The reason that the serious parties all agree on our membership of the EU is that, notwithstanding any number of pictures of Winston Churchill and British Bulldogs (now more commonly used for selling insurance), Britain needs to be at the head of an effective, negotiating Europe. No matter what we would love to believe, the USA, Russia, India, China, and the federations of South America and of Africa are much too big for us to negotiate with as a single player. Worse, climate change is much, much too big for us to deal with alone. And worse still, international crime has now successfully organised itself to slip by any single-government policing programme.

Of course, the serious parties disagree seriously on how we should be involved in Europe. To me, it seems clear that there is only one logically consistent position. If we accept at all that we should be in the EU, then we should be fully participating just as much as France and Germany. Otherwise, we will be second-class members paying the full membership fee. This means full co-operation on crime, a genuine collaboration to rebuild our economies, and a concerted approach to climate change. Pollution, drug and people trafficking, and the credit crunch are three things that will not stop at the white cliffs of Dover.

Various gradations of ‘not-really taking part’ seem to me to be more about being seen by the electorate to be just Euro-sceptic enough to vote for. But they will do us as a nation no good in the long run, nor in the short, as we have bitterly seen in the last years.

So what about the ‘consistent’ position not of Euro-scepticism, but of total Euro-phobia?
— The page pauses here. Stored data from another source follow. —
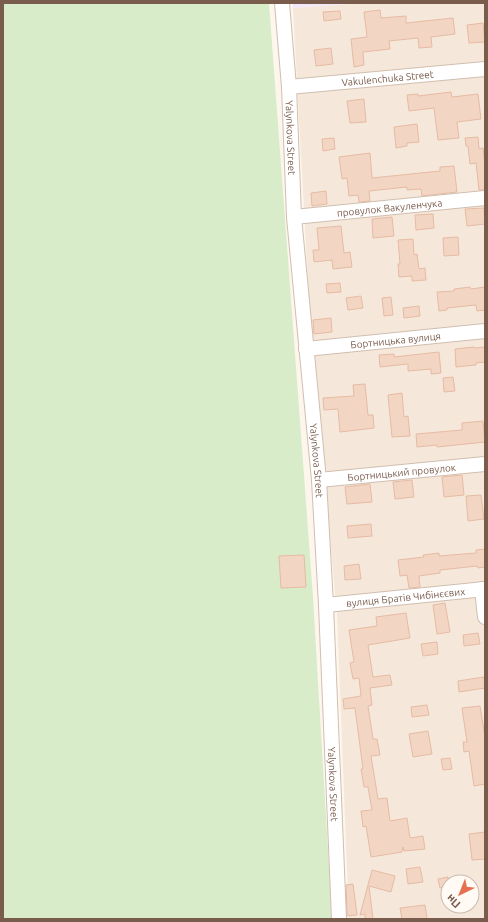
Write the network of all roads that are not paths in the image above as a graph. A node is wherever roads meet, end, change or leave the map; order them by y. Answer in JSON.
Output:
{"nodes":[{"id":1,"x":282,"y":3,"type":"edge"},
{"id":2,"x":485,"y":69,"type":"edge"},
{"id":3,"x":289,"y":87,"type":"junction"},
{"id":4,"x":485,"y":198,"type":"edge"},
{"id":5,"x":294,"y":217,"type":"junction"},
{"id":6,"x":485,"y":331,"type":"edge"},
{"id":7,"x":306,"y":349,"type":"junction"},
{"id":8,"x":485,"y":464,"type":"edge"},
{"id":9,"x":319,"y":480,"type":"junction"},
{"id":10,"x":483,"y":589,"type":"edge"},
{"id":11,"x":326,"y":605,"type":"junction"},
{"id":12,"x":485,"y":617,"type":"edge"},
{"id":13,"x":339,"y":919,"type":"edge"}],
"edges":[{"from":1,"to":3,"type":"street","name":"Yalynkova Street"},
{"from":2,"to":3,"type":"street","name":"Vakulenchuka Street"},
{"from":3,"to":5,"type":"street","name":"Yalynkova Street"},
{"from":4,"to":5,"type":"street","name":"провулок Вакуленчука"},
{"from":5,"to":7,"type":"street","name":"Yalynkova Street"},
{"from":6,"to":7,"type":"street","name":"Бортницька вулиця"},
{"from":7,"to":9,"type":"street","name":"Yalynkova Street"},
{"from":8,"to":9,"type":"street","name":"Бортницький провулок"},
{"from":9,"to":11,"type":"street","name":"Yalynkova Street"},
{"from":10,"to":11,"type":"street","name":"вулиця Братів Чибінєєвих"},
{"from":10,"to":12,"type":"street"},
{"from":11,"to":13,"type":"street","name":"Yalynkova Street"}]}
I spent a bit of last Thursday handing out leaflets while the BBC filmed me as background material to vox-pops. It didn’t take long for us to spot which two people were (more or less) walking up and down, lingering, in order to get their chance on camera. And, of course, they launched a tirade against Europe, the Commission, MEPs, MPs expenses, etc, etc.
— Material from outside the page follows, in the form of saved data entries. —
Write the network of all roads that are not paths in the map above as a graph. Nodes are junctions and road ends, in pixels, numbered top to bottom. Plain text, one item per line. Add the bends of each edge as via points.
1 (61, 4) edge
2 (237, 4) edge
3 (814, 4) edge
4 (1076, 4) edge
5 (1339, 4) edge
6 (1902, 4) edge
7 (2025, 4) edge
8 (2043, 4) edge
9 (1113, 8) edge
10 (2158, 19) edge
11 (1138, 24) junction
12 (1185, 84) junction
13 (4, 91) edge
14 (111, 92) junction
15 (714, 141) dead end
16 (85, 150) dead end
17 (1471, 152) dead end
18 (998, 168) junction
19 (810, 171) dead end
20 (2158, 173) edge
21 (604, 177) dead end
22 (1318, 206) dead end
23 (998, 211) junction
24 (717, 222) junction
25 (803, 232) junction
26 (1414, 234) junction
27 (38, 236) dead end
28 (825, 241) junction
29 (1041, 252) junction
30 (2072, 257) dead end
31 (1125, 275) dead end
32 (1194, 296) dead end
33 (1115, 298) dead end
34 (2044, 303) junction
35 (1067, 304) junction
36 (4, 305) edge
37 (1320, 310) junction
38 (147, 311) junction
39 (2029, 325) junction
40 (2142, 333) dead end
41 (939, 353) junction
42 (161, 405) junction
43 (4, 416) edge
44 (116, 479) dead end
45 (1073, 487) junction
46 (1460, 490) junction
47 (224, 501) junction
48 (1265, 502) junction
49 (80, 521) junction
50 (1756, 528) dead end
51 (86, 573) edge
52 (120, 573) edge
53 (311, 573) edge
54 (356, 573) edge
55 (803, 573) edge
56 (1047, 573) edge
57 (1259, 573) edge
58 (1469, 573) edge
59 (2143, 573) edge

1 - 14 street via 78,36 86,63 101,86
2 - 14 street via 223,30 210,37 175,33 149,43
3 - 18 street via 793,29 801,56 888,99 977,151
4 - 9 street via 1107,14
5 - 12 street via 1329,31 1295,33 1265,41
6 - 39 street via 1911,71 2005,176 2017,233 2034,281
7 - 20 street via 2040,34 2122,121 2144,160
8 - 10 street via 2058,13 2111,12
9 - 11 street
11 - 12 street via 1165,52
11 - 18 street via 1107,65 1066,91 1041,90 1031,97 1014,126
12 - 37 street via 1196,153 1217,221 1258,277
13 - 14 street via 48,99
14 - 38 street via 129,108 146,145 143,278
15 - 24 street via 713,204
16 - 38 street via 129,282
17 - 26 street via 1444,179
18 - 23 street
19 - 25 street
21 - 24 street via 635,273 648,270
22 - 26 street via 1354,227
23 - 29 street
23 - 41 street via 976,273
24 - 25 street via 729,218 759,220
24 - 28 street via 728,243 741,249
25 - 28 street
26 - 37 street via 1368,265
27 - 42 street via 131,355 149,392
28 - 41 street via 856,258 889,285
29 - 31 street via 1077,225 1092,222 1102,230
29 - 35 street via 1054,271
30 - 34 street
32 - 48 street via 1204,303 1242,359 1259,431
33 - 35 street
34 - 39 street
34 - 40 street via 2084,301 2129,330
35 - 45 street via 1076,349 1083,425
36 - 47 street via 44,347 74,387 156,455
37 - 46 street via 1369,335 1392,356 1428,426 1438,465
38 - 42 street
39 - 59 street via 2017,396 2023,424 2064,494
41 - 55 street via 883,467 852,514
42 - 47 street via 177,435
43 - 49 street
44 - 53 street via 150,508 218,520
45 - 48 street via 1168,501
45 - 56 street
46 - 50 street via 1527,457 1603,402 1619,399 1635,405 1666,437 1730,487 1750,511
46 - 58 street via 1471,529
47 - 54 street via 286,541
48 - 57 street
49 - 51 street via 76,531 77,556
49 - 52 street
If you want to get really angry about something, Europe is always a good choice — after all, it’s not going to come round to your house later saying “what was all that about, then?”, nor is it likely to be on the committee of any club you might subsequently want to join. Europe is, in some ways, tailor-made for the English eccentric who wants to have a jolly good rant, and then get back to raking up the leaves or making cakes for a jumble sale.

But, in reality, the Euro-phobic parties do not go any further than that in terms of their real policies. Euro-phobia is just another manifestation of xenophobia. And, like xenophobia, the real problem is where you draw the line about who is ‘foreign’. In its extreme form, American survivalists end up drawing a line around themselves and their immediate family, and declaring cold-war on the rest of the world.
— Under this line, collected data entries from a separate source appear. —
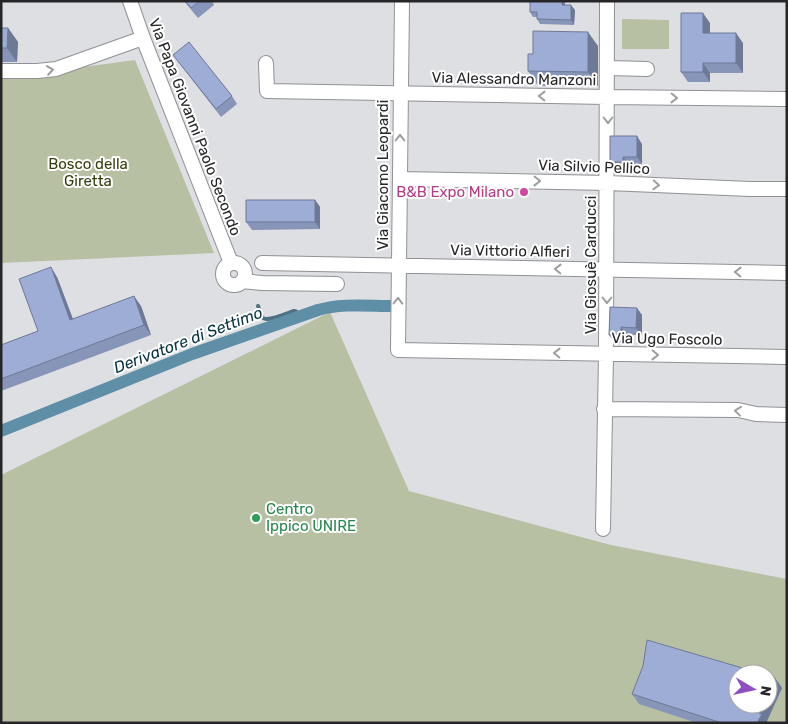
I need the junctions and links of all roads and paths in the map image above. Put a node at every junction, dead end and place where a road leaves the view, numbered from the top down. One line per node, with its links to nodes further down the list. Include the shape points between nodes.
1 (130, 1): 4 (street, Via Papa Giovanni Paolo Secondo)
2 (402, 1): 9 (street, Via Giacomo Leopardi)
3 (608, 1): 6 (street, Via Giosuè Carducci)
4 (143, 38): 8 (street, one-way to 4, via 56,69); 19 (street, Via Papa Giovanni Paolo Secondo, via 231,264 236,263 244,270 242,282)
5 (266, 63): 9 (street, Via Alessandro Manzoni, via 267,91)
6 (608, 68): 7 (street); 10 (street, Via Giosuè Carducci)
7 (647, 69)
8 (1, 71)
9 (400, 92): 10 (street, Via Alessandro Manzoni, one-way to 9); 12 (street, Via Giacomo Leopardi, one-way to 9)
10 (608, 97): 11 (street, Via Alessandro Manzoni, one-way to 11); 13 (street, Via Giosuè Carducci, one-way to 13)
11 (787, 99)
12 (400, 179): 13 (street, Via Silvio Pellico, one-way to 13); 16 (street, Via Giacomo Leopardi)
13 (608, 182): 14 (street, Via Silvio Pellico, one-way to 14); 17 (street, Via Giosuè Carducci)
14 (787, 189)
15 (262, 263): 16 (street, Via Vittorio Alfieri)
16 (399, 266): 17 (street, Via Vittorio Alfieri, one-way to 16); 20 (street, Via Giacomo Leopardi, one-way to 16)
17 (607, 270): 18 (street, Via Vittorio Alfieri, one-way to 17); 21 (street, Via Giosuè Carducci, one-way to 21)
18 (787, 273)
19 (337, 284)
20 (398, 350): 21 (street, Via Ugo Foscolo, one-way to 20)
21 (606, 354): 22 (street, Via Ugo Foscolo, one-way to 22); 23 (street, Via Giosuè Carducci)
22 (787, 357)
23 (604, 409): 24 (street, one-way to 23, via 738,410); 25 (street, Via Giosuè Carducci)
24 (787, 415)
25 (602, 529)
Neither UKIP nor any of the other fringe parties has ever put forward any kind of a credible process by which Britain could leave the EU, nor have they ever put forward figures that any independent commentator would accept about how much it would cost the British economy to do so. This is not simply because there is no credible process. It is because anyone who works to acquire sufficient knowledge to put together such a process learns quickly that the programme itself is nonsensical.

I used to know a lovely old lady who had (as anyone would confirm) a heart of complete gold. Occasionally, though, she would talk about Europe. “They should never have built the Channel Tunnel”, she used to tell me. “That was really the end of Britain as an island.” She never quite explained what the exact implications of the channel tunnel were. I’m not sure if she felt that European-ness — perhaps a fondness for olives, French bread and espresso coffee — would come wafting through the tunnel like a ground mist. I don’t think she knew herself. But I feel that her fears were of exactly the same kind as the Euro-phobic parties: ill-defined, unfaced, impossible to pin down to any specific threat that could be managed or mitigated.

Such is the way of fear. Fear, as we have seen too often in the 20th century, is the worst of all guides at the ballot box. Closely followed by fury.

Tomorrow, we must put aside both fear and fury, and face the issues. We owe it to ourselves, and we owe it to each other.